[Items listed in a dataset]
--

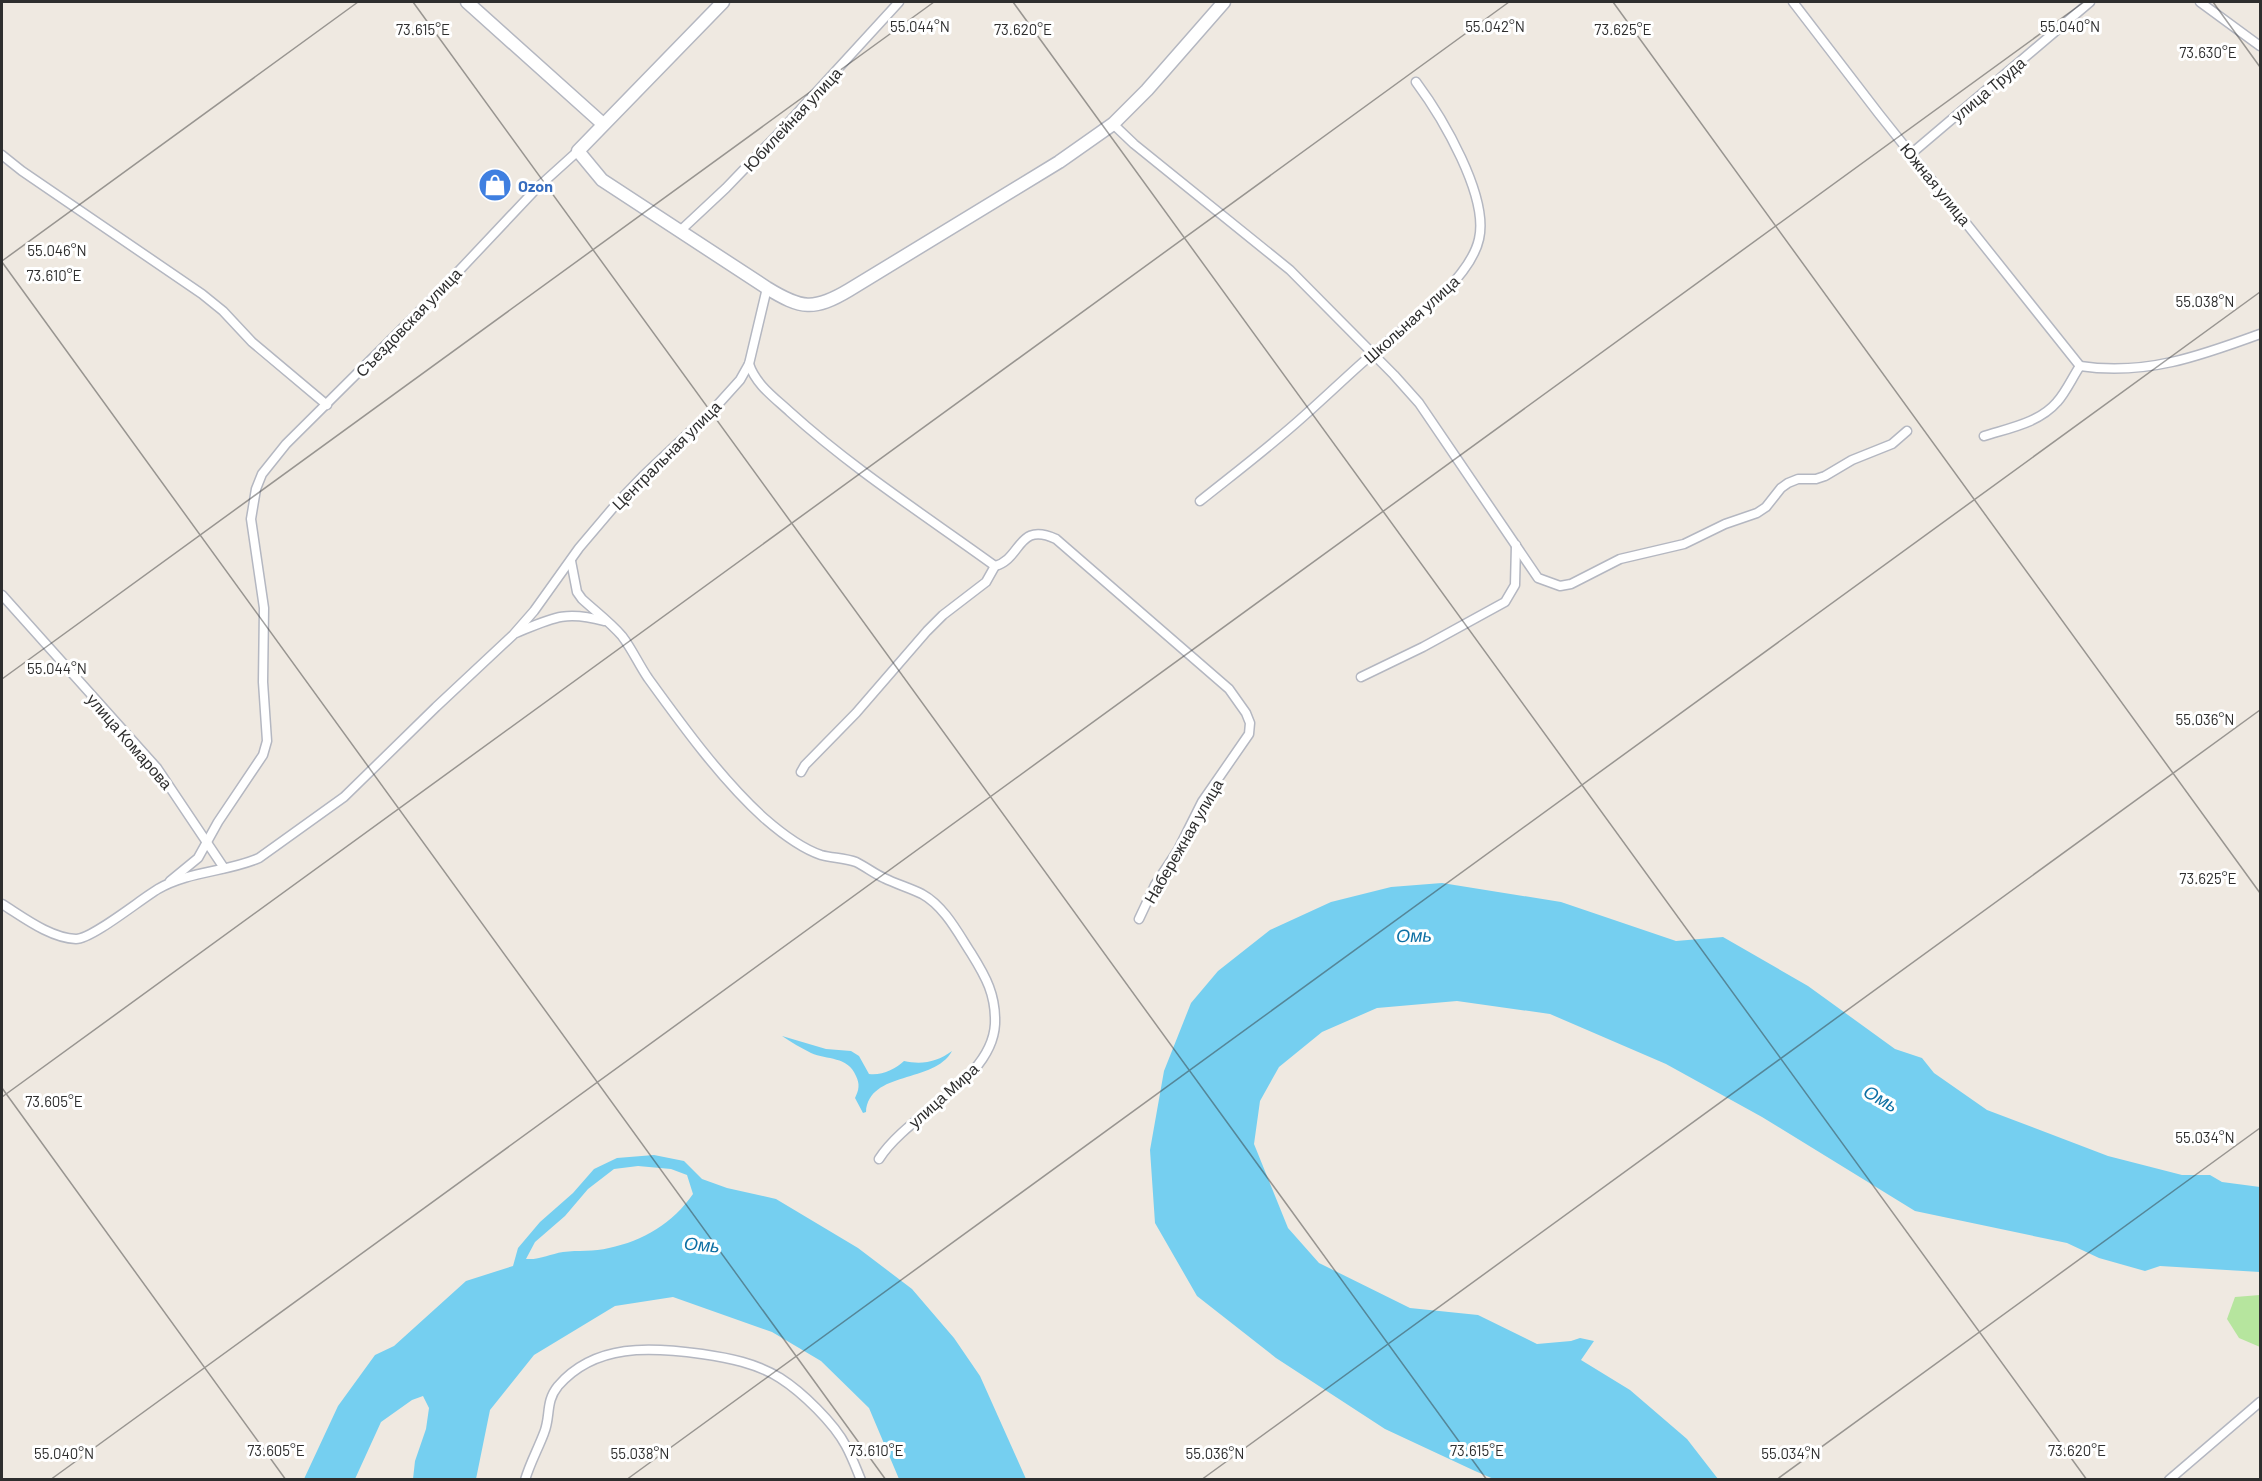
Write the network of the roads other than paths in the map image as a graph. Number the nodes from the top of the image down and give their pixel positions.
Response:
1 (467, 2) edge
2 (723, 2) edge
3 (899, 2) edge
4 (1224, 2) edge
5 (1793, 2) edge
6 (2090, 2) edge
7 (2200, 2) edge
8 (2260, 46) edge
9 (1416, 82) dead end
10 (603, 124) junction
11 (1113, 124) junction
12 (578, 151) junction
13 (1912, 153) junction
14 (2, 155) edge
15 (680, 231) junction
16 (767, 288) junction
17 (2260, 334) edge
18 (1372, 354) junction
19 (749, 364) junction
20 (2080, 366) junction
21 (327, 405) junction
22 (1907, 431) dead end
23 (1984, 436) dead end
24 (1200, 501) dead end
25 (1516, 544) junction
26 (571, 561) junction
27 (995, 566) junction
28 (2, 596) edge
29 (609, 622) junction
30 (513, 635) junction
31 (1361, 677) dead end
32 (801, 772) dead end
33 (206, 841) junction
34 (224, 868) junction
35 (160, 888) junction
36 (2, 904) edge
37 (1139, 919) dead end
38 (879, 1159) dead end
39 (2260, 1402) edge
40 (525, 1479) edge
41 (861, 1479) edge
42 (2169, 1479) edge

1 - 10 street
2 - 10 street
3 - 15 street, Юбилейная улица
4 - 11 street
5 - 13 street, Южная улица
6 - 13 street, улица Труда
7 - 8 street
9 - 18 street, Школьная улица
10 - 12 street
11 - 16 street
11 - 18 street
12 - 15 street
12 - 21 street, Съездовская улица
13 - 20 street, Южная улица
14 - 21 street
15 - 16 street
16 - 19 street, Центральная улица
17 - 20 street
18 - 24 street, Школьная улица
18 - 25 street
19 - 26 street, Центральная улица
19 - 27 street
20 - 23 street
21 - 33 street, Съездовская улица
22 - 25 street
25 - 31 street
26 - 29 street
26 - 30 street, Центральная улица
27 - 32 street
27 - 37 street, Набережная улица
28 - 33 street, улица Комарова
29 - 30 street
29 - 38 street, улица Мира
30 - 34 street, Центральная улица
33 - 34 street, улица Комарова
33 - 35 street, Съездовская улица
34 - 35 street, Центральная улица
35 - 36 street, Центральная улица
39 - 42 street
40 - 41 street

--

→ **ACTIVITY**: Take every line from the data above that holds "Комарова" and copy it out.

→ **WRITTEN ANSWER**:
28 - 33 street, улица Комарова
33 - 34 street, улица Комарова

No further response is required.